[Snowball-discuss] Dutch stemmer: undouble "nn", "mm", "ff"?

Arjen van der Meijden arjen@glas.its.tudelft.nl
Mon Jan 5 15:54:01 2004


Edwin,

I have a few counter remarks, but you're mostly right, I think :)

Edwin de Jonge wrote:

> Just like you I don't think that there is/will be a perfect stemming
> algorithm for Dutch (with the exception of the absurd snowball program
> where for every word the stem is listed (the dictionary approach).

That exception won't work as well, due to the disambiguation you 
mention. Anyway, it's a thing to just accept, if you'd try to fix that, 
you'd probably end up with a massive application with an enormous amount 
of rules, which still makes mistakes ;)

> Nice that you did a search!
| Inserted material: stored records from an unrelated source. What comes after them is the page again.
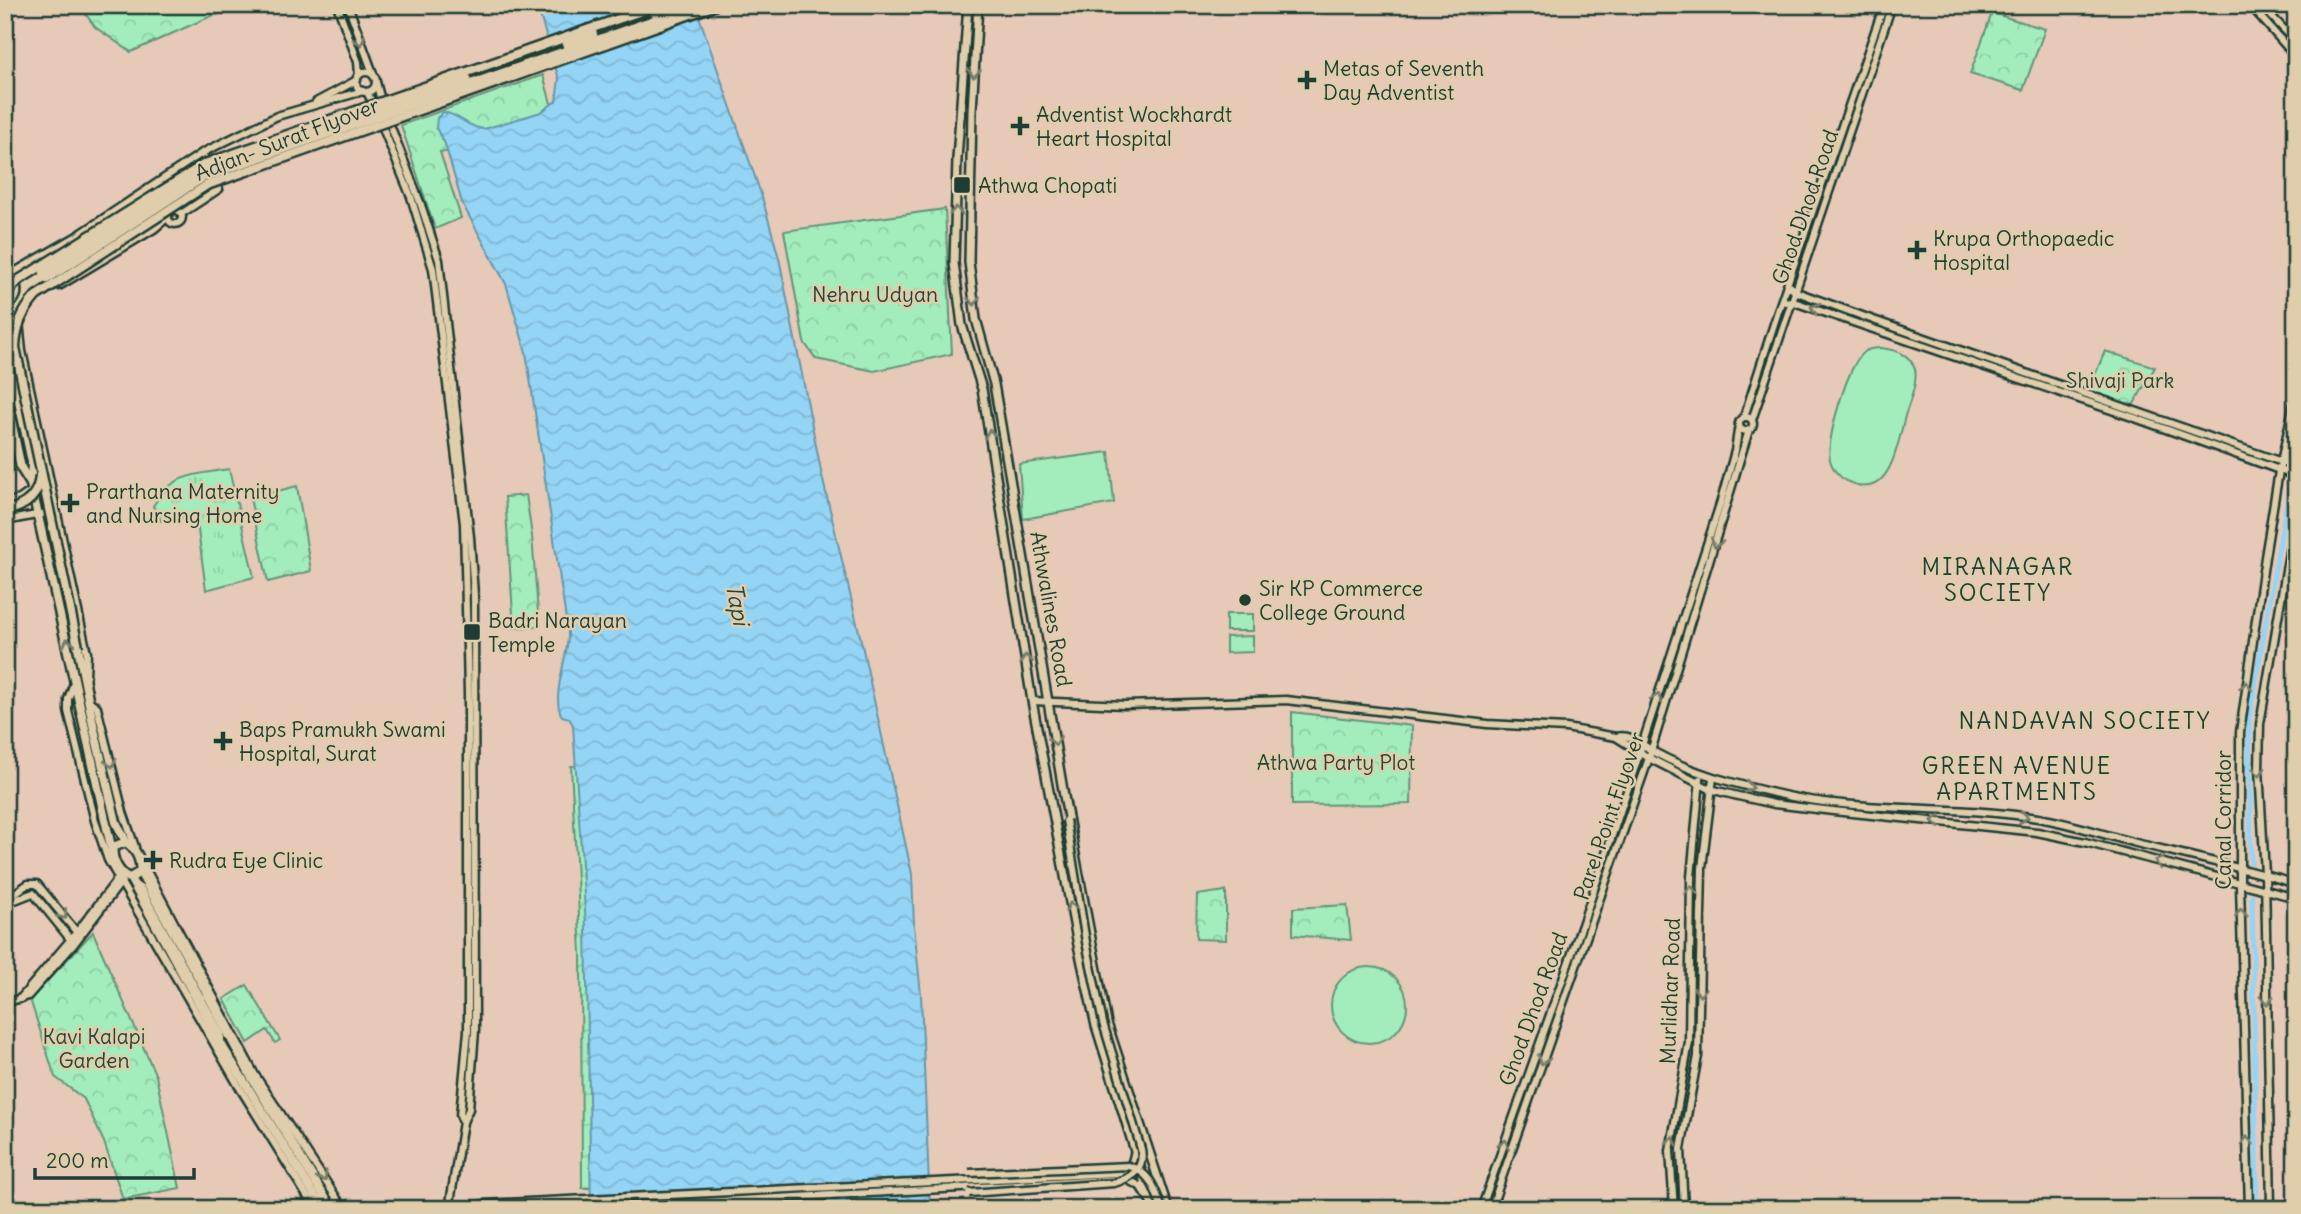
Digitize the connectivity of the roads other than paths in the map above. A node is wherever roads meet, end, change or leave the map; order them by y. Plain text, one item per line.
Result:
1 (337, 5) edge
2 (348, 5) edge
3 (658, 5) edge
4 (674, 5) edge
5 (697, 5) edge
6 (716, 5) edge
7 (968, 5) edge
8 (978, 5) edge
9 (1884, 5) edge
10 (1892, 5) edge
11 (2250, 5) edge
12 (2261, 5) edge
13 (2296, 42) edge
14 (2296, 57) edge
15 (358, 77) junction
16 (375, 79) junction
17 (365, 91) junction
18 (299, 111) junction
19 (202, 153) junction
20 (157, 184) junction
21 (173, 213) junction
22 (173, 225) junction
23 (154, 229) junction
24 (9, 267) edge
25 (46, 276) junction
26 (27, 288) junction
27 (1786, 288) junction
28 (1794, 291) junction
29 (5, 294) edge
30 (1783, 298) junction
31 (1791, 300) junction
32 (21, 308) junction
33 (5, 316) edge
34 (5, 337) edge
35 (5, 392) edge
36 (2296, 394) edge
37 (1748, 419) junction
38 (454, 424) junction
39 (1739, 424) junction
40 (1749, 430) junction
41 (2281, 463) junction
42 (36, 464) junction
43 (2296, 467) edge
44 (2279, 471) junction
45 (2296, 477) edge
46 (50, 482) junction
47 (31, 487) junction
48 (5, 503) edge
49 (5, 511) edge
50 (2296, 511) edge
51 (57, 512) junction
52 (37, 514) junction
53 (5, 521) edge
54 (75, 680) junction
55 (86, 688) junction
56 (1030, 689) junction
57 (1046, 689) junction
58 (1048, 700) junction
59 (1032, 701) junction
60 (1616, 737) junction
61 (1642, 742) junction
62 (1651, 750) junction
63 (1640, 752) junction
64 (1649, 758) junction
65 (1700, 774) junction
66 (1713, 778) junction
67 (1699, 782) junction
68 (1710, 789) junction
69 (1064, 796) junction
70 (119, 813) junction
71 (126, 842) junction
72 (112, 851) junction
73 (2240, 869) junction
74 (140, 874) junction
75 (2265, 874) junction
76 (125, 878) junction
77 (2296, 884) edge
78 (2240, 885) junction
79 (2264, 891) junction
80 (2296, 898) edge
81 (5, 902) edge
82 (78, 934) junction
83 (72, 942) junction
84 (5, 1003) edge
85 (249, 1081) junction
86 (1129, 1092) junction
87 (1117, 1096) junction
88 (1134, 1154) junction
89 (950, 1184) junction
90 (1152, 1206) edge
91 (315, 1209) edge
92 (323, 1209) edge
93 (332, 1209) edge
94 (344, 1209) edge
95 (449, 1209) edge
96 (455, 1209) edge
97 (573, 1209) edge
98 (1162, 1209) edge
99 (1168, 1209) edge
100 (1481, 1209) edge
101 (1491, 1209) edge
102 (1674, 1209) edge
103 (1684, 1209) edge
104 (2249, 1209) edge
105 (2271, 1209) edge

1 - 15 street
2 -> 16 street
3 - 29 highway, Adjan- Surat Flyover, bridge
4 - 25 highway, bridge
5 - 25 highway, bridge
6 - 42 highway, Adjan- Surat Flyover, bridge
56 -> 7 main road, Athwalines Road
8 -> 57 main road, Athwalines Road
9 - 27 street
10 - 28 street, Ghod Dhod Road
11 - 14 street
12 - 13 street
15 - 16 street
15 - 17 street
15 - 18 street
16 - 17 street
16 - 38 street
17 - 18 street
17 - 38 street
18 - 19 street
19 - 20 street
19 - 21 street
20 - 21 street
20 - 24 street
21 - 22 street
21 - 22 street
21 - 23 street
22 - 23 street
23 - 32 street
24 - 26 main road
25 - 26 highway
26 - 32 main road
27 - 28 street
27 - 30 street
28 - 31 street, Ghod Dhod Road
28 - 41 street
30 - 31 street
30 - 37 street
31 - 37 street, Ghod Dhod Road
44 -> 31 street
32 - 33 main road
32 - 46 street
34 - 42 highway, Adjan- Surat Flyover
35 - 47 highway
36 - 41 street, Canal Corridor
37 - 39 street, Ghod Dhod Road
37 - 40 street, Ghod Dhod Road
38 - 95 street
39 - 40 street
61 -> 39 street, Ghod Dhod Road
40 -> 62 street, Parel Point Flyover
41 - 43 street
41 - 44 street, Canal Corridor
42 - 47 highway, Adjan- Surat Flyover
42 - 49 highway, bridge
42 - 55 highway, Adjan- Surat Flyover, bridge
44 - 45 street
73 -> 44 street, Canal Corridor
46 - 47 street
46 - 51 street
47 - 48 street
47 - 52 highway
50 -> 75 street
51 - 52 street
51 - 55 street
52 - 53 street
54 -> 52 highway
54 - 72 highway
54 - 76 street
55 -> 70 highway, Adjan- Surat Flyover
56 - 57 main road
56 - 59 main road, Athwalines Road
57 - 58 main road, Athwalines Road
58 - 59 street
58 - 60 street
58 -> 69 main road, Athwalines Road
87 -> 59 main road, Athwalines Road
60 - 61 street
60 - 63 street
61 - 62 street
61 - 63 street, Ghod Dhod Road
62 - 64 street, Parel Point Flyover
62 - 65 street
63 - 64 street
100 -> 63 street, Ghod Dhod Road
64 - 67 street
64 -> 101 street, Parel Point Flyover
65 - 66 street
65 - 67 street, Murlidhar Road
66 - 68 street, Murlidhar Road
66 -> 73 street
67 - 68 street
102 -> 67 street, Murlidhar Road
78 -> 68 street
68 -> 103 street, Murlidhar Road
69 - 86 main road, Athwalines Road
69 - 89 street, bridge
70 - 71 highway, Adjan- Surat Flyover
70 -> 94 street
71 - 72 highway
71 - 74 highway, Adjan- Surat Flyover
72 - 76 highway
73 - 75 street
73 - 78 street, Canal Corridor
74 - 76 highway
74 - 85 highway, Adjan- Surat Flyover
75 - 77 street
75 - 79 street
76 - 82 street
76 - 85 highway
76 - 91 street
78 - 79 street
104 -> 78 street, Canal Corridor
79 - 80 street
79 -> 105 street
81 -> 82 street
81 - 83 street
82 - 83 street
83 - 84 street
85 - 92 highway
85 - 93 highway
86 - 87 main road
86 - 99 main road, Athwalines Road
87 - 88 main road, Athwalines Road
88 - 89 street
88 - 90 main road, Athwalines Road
89 - 90 street
89 - 96 street
89 - 97 street
89 - 98 street, bridge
Not trying to be a wise guy, but the words
> you have found all are of foreign origin:
> 	mazzel(en) = yiddisch/hebrew
>  	puzzle/puzzelen = english
> 	quizzen = english (plural of quiz)
> But you are right: if they are in "van Dale" then they are Dutch words
> by definition.

Not entirely, they are accepted into the Dutch language, and therefore 
are inserted into "Van Dale", not the other way around :)
But then again, once they are in Van Dale, you can be pretty sure it's 
Dutch (or accepted in the Dutch language), although a word that is not 
in Van Dale, might still be a real Dutch word.

> Our 'strong verbs' are indeed a real pain in the butt for snowball.
> Luckely in modern Dutch more 
> and more "strong" verbs are turning into "weak verbs" (but this is a
> slow process, for example before 1930
> Past tense of "wassen"(=wash) was "wies" in stead of "waste(n)").
I didn't know that :)

> True, but as said before snowball doesn't do disambiguation. 
> But it still is desirable that "manen" (in its different senses) 
> maps to "maan" (in the same different senses).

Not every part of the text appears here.